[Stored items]
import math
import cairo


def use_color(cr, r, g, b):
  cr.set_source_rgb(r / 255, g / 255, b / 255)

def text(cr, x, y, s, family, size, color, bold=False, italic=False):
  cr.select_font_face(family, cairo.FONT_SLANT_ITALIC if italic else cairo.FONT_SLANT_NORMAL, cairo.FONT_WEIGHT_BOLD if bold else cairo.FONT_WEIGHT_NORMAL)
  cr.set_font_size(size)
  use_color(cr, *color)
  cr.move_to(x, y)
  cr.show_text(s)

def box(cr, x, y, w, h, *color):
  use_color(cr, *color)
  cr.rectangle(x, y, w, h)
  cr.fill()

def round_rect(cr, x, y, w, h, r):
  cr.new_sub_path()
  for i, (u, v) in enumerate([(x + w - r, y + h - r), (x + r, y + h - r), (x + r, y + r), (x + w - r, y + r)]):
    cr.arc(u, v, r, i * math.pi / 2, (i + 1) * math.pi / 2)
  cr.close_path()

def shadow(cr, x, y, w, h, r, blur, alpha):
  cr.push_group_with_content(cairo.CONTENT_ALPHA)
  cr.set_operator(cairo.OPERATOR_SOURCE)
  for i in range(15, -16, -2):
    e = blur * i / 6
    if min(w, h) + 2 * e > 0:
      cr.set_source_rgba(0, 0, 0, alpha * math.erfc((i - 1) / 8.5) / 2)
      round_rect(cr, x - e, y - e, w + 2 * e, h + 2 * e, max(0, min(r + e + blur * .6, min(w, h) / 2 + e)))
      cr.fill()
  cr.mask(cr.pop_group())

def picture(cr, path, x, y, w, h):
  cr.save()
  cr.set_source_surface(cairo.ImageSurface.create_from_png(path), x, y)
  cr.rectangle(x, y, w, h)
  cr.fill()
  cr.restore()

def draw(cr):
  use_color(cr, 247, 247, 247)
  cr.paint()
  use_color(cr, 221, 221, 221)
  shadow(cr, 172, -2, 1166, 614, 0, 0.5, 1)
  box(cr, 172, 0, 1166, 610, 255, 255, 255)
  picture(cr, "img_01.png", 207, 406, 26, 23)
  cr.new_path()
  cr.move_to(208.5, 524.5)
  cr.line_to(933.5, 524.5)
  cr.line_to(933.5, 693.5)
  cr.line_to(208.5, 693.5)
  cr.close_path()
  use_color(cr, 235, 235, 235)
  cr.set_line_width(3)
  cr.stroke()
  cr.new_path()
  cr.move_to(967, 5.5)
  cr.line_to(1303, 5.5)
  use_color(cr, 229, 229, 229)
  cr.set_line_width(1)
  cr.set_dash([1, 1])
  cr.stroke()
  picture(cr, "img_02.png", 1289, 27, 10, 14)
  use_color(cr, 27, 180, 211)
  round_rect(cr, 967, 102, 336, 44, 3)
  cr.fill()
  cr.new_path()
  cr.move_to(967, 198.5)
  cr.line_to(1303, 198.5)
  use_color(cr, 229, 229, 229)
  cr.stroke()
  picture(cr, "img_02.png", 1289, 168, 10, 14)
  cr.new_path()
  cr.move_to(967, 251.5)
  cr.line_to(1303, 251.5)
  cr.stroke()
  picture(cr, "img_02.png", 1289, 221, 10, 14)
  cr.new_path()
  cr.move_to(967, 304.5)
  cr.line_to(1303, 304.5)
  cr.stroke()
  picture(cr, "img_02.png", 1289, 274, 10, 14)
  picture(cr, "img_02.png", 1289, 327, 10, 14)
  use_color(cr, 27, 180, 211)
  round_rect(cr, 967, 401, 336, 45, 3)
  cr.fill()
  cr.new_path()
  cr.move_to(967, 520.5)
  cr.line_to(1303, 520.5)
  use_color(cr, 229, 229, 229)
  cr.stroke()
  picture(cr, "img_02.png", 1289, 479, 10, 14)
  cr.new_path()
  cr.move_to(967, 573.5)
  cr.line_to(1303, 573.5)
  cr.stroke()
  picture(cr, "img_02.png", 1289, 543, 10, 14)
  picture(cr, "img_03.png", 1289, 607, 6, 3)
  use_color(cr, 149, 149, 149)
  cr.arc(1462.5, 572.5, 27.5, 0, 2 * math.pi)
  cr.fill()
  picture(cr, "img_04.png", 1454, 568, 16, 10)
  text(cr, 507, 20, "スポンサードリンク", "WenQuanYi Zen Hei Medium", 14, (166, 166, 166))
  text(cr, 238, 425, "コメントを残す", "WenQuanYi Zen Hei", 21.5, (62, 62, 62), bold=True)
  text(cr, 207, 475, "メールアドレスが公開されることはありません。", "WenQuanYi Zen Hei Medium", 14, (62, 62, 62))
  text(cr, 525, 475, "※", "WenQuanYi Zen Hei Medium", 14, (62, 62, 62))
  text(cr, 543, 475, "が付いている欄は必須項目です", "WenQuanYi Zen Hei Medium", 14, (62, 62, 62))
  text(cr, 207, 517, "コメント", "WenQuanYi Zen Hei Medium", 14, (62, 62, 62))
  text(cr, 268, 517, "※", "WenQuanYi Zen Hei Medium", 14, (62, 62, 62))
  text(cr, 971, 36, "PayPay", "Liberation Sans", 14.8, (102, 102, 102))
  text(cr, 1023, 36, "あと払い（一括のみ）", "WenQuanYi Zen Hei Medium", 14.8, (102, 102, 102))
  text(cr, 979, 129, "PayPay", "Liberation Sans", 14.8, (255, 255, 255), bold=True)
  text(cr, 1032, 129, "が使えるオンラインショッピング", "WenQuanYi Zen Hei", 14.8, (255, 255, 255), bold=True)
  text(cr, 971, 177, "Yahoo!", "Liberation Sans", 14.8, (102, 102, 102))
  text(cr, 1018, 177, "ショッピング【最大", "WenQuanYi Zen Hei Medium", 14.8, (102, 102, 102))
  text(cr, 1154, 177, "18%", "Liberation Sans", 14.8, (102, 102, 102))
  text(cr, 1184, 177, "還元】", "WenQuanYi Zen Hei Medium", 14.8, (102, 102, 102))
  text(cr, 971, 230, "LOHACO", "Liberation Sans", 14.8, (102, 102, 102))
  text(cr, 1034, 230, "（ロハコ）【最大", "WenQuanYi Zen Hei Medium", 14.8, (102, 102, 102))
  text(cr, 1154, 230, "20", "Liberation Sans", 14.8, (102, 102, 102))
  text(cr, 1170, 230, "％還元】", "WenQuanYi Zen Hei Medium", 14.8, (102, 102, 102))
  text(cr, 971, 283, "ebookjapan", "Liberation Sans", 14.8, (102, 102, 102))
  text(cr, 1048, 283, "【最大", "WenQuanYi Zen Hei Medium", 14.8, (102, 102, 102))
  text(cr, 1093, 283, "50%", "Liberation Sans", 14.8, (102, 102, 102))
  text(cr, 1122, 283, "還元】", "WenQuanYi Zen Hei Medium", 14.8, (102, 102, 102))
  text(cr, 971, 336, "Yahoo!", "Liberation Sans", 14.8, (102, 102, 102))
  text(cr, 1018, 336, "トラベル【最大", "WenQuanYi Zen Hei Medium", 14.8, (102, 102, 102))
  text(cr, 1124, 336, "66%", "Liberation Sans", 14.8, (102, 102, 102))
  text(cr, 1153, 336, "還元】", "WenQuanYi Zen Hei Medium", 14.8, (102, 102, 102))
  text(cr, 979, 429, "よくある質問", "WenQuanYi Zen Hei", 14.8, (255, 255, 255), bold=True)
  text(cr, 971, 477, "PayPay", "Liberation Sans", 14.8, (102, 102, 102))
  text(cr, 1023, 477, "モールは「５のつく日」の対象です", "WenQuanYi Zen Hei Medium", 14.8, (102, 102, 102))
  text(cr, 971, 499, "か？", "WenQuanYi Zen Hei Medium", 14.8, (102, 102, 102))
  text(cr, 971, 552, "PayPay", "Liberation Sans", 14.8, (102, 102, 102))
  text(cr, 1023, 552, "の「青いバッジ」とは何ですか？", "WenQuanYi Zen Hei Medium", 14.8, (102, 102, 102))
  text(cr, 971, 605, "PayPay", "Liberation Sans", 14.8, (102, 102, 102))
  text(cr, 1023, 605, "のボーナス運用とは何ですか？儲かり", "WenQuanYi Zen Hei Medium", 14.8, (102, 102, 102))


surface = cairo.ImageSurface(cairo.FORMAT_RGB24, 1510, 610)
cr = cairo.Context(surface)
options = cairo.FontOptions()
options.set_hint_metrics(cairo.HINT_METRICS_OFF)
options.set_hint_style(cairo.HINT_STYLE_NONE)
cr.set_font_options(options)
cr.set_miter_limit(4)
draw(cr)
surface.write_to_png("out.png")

* * *

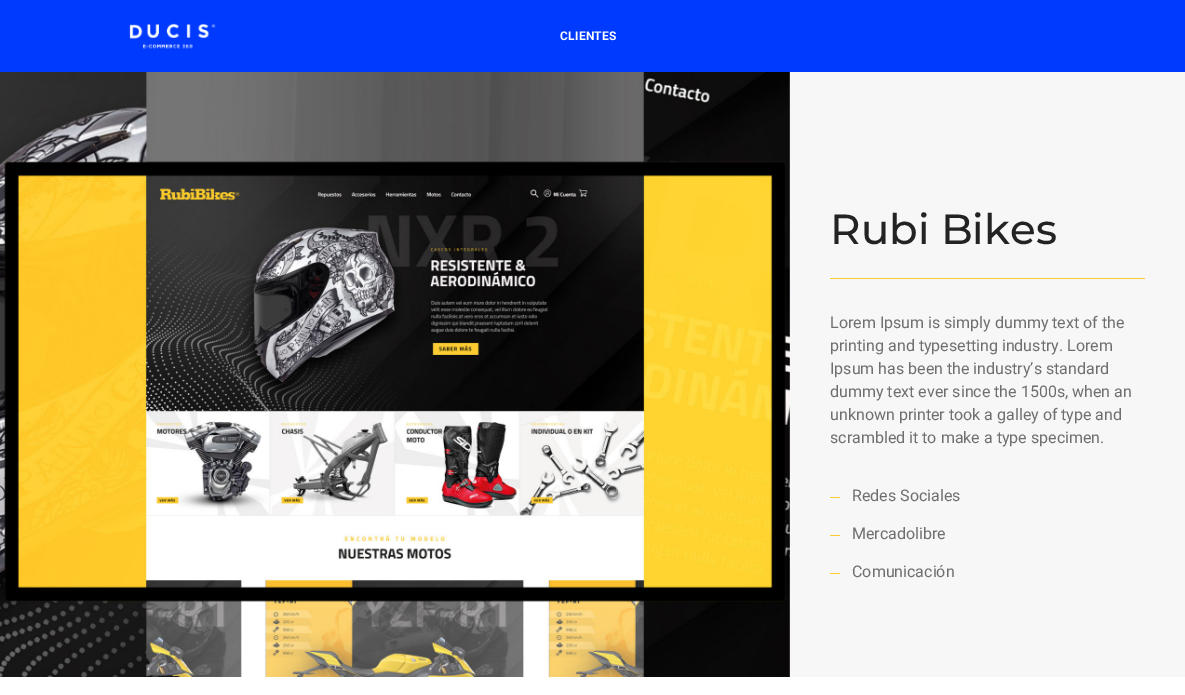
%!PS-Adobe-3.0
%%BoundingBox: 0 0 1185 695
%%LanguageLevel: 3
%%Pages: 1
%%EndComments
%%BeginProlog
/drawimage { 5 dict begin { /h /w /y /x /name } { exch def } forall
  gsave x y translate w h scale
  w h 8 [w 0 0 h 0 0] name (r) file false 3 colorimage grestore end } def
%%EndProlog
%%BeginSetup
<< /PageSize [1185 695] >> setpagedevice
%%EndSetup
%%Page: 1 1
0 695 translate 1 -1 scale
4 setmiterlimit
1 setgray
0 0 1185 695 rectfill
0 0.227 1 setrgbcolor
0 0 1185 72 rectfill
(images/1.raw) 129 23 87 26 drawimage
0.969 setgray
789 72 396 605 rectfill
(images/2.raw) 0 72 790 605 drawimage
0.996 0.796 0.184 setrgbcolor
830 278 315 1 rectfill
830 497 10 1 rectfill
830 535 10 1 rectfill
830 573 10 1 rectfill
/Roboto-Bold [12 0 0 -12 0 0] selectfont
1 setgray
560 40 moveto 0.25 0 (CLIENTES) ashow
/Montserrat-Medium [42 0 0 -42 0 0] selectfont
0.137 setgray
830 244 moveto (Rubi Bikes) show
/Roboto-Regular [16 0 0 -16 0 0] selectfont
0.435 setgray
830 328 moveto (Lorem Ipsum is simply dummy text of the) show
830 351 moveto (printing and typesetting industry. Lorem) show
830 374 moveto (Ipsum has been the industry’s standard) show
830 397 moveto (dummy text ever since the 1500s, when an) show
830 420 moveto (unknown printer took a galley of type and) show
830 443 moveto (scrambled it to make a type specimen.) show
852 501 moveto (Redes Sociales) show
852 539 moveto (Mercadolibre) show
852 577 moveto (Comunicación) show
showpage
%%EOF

▶ [YOUR INSTRUCTIONS]
If a line in the data above holds the string "translate", copy it.

▶ [YOUR SOLUTION]
  gsave x y translate w h scale
0 695 translate 1 -1 scale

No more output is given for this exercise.